The MVBF in the male subgroups of control group of age 6-8 was 8.12kg (79.57

N); of 9-11 yrs was 14.19 kg (139.06 N) and of 12-14 yrs was 23.50 kg (230.3N) while

for the females the MVBF of age 6-8 was 8.05 kg (78.89N ); of 9-11 yrs was 11.76 kg

(115.24N ) and of 12-14 yrs was 16.96 kg (166.20N).

The MVBF in the male subgroups of case group of age 6-8 was 7.75 kg (75.95 N)

of 9-11 yrs was 10.81kg (105.93N) and of 12-14 yrs was 15.59 kg (152.78N) while for

the females the MVBF of age 6-8 was7.71kg (75.55N); of 9-11 yrs was 10.63kg

(104.17N) and of 12-14 yrs was 14.43kg (141.41N) respectively.

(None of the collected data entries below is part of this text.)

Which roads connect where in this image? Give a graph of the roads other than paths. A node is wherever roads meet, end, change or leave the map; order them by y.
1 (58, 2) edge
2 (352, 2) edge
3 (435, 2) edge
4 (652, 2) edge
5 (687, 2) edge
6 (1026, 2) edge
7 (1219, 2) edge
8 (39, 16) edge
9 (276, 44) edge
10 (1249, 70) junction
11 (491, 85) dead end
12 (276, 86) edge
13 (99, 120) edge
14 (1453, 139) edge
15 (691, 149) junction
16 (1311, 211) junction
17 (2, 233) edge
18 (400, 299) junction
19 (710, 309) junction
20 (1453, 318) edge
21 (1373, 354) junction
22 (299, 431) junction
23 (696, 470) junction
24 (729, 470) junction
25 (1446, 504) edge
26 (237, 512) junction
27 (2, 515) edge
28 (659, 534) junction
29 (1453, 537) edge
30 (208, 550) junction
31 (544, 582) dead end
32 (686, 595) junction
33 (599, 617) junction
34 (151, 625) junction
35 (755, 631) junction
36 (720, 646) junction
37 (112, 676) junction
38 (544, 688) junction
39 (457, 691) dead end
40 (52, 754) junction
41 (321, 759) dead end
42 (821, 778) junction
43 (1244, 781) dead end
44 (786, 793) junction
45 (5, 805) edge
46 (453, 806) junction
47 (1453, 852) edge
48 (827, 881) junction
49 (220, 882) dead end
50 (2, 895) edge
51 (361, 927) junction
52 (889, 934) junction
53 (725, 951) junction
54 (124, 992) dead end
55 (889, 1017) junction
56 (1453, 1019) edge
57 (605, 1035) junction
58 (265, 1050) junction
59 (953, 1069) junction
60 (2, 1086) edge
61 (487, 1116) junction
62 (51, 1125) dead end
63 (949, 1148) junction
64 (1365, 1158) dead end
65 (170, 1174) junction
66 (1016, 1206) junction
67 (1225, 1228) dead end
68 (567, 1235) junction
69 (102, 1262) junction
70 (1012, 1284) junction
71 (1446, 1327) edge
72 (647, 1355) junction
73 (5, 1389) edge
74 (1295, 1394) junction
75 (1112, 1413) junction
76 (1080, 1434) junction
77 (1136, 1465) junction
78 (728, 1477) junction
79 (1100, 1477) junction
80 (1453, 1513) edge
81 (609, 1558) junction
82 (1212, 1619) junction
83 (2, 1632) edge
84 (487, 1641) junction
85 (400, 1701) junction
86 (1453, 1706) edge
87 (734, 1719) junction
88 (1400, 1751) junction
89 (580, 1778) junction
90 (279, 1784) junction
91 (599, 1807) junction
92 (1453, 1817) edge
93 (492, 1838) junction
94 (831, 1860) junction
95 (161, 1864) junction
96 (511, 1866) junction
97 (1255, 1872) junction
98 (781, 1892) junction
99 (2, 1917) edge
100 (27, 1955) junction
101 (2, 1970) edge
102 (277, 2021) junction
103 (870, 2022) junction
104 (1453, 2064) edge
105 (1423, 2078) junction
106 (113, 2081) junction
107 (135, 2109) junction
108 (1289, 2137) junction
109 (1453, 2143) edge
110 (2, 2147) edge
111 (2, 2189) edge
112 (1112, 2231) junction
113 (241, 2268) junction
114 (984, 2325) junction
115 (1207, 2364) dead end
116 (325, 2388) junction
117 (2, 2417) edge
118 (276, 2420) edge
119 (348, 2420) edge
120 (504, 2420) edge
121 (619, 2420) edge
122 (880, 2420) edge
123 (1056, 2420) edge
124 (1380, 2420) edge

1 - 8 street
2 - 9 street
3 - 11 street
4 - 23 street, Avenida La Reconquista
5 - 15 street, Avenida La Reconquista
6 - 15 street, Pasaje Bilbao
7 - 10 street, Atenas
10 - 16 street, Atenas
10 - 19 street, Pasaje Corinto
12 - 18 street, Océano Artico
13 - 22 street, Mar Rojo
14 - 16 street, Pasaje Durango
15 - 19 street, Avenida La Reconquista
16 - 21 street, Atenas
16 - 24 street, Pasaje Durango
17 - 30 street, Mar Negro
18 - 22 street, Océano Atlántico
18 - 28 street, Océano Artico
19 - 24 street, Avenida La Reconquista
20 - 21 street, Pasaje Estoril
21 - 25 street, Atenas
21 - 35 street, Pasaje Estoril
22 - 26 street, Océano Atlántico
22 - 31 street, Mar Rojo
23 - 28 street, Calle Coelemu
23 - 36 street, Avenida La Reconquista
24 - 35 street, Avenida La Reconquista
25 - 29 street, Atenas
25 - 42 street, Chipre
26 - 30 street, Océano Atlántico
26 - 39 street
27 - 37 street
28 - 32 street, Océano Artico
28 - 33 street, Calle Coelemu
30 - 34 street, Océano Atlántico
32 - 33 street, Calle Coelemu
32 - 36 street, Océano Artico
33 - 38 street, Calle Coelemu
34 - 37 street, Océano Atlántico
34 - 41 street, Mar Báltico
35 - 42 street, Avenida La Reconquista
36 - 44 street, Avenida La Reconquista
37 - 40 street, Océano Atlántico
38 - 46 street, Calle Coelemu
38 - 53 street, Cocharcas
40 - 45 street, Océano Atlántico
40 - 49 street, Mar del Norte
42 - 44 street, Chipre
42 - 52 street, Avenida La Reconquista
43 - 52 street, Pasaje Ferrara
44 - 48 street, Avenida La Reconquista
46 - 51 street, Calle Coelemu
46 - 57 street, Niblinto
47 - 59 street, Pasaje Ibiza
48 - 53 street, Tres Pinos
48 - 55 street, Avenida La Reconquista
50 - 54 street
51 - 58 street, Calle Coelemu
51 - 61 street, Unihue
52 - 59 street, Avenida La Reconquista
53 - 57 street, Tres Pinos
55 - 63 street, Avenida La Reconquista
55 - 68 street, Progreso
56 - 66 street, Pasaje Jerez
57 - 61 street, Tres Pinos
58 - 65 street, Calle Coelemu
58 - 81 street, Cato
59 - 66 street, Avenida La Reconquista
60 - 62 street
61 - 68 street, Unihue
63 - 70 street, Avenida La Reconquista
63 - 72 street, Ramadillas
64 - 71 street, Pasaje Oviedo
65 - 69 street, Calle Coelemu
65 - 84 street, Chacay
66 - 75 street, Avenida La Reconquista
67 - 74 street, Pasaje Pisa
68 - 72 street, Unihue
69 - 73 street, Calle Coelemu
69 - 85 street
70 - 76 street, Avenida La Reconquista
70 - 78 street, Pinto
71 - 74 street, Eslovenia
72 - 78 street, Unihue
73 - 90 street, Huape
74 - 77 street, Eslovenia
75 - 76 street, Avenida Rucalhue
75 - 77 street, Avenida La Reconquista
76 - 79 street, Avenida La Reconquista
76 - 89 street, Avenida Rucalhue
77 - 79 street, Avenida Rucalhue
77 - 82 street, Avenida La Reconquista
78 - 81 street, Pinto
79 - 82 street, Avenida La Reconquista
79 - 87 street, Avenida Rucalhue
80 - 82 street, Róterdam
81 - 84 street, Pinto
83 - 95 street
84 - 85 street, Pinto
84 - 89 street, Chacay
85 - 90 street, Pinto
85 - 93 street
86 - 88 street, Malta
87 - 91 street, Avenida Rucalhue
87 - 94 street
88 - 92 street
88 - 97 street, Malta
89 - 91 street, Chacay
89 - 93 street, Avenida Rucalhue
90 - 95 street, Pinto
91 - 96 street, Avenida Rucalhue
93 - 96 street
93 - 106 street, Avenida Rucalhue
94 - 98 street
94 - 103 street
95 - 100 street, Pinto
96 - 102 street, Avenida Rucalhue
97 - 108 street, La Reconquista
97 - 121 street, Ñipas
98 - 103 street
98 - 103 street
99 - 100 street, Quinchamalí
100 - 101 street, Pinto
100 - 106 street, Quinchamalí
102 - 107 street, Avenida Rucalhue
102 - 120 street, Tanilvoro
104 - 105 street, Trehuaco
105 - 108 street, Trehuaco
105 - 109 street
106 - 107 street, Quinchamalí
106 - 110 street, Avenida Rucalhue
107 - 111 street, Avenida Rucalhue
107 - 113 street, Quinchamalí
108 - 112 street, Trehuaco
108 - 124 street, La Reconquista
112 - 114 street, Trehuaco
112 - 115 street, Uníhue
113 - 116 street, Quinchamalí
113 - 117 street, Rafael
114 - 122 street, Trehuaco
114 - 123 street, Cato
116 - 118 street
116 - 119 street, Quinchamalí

Children’s age, sex showed significant correlation with the bite force. In contrast,

body build expressed by height and weight showed a positive correlation but

nonsignificant relation with bite force (p > 0.05). In addition, poor dental status

expressed by the number of decayed, missing and filled teeth and surfaces, exhibited a

statistically significant negative correlation with the bite force (p < 0.05). Occlusal

pattern, vertical occlusal relationship, maximum mouth opening showed statistically

nonsignificant correlation with bite force (p > 0.05).Dietary habits determined by

consistency of food intake showed positive significant correlation with the bite

force(p<0.05).

As highlighted by the findings of the present study, dental condition and caries

experience are among the fundamental factors influencing bite force that has not

attracted researcher’s attention despite its importance particularly in children.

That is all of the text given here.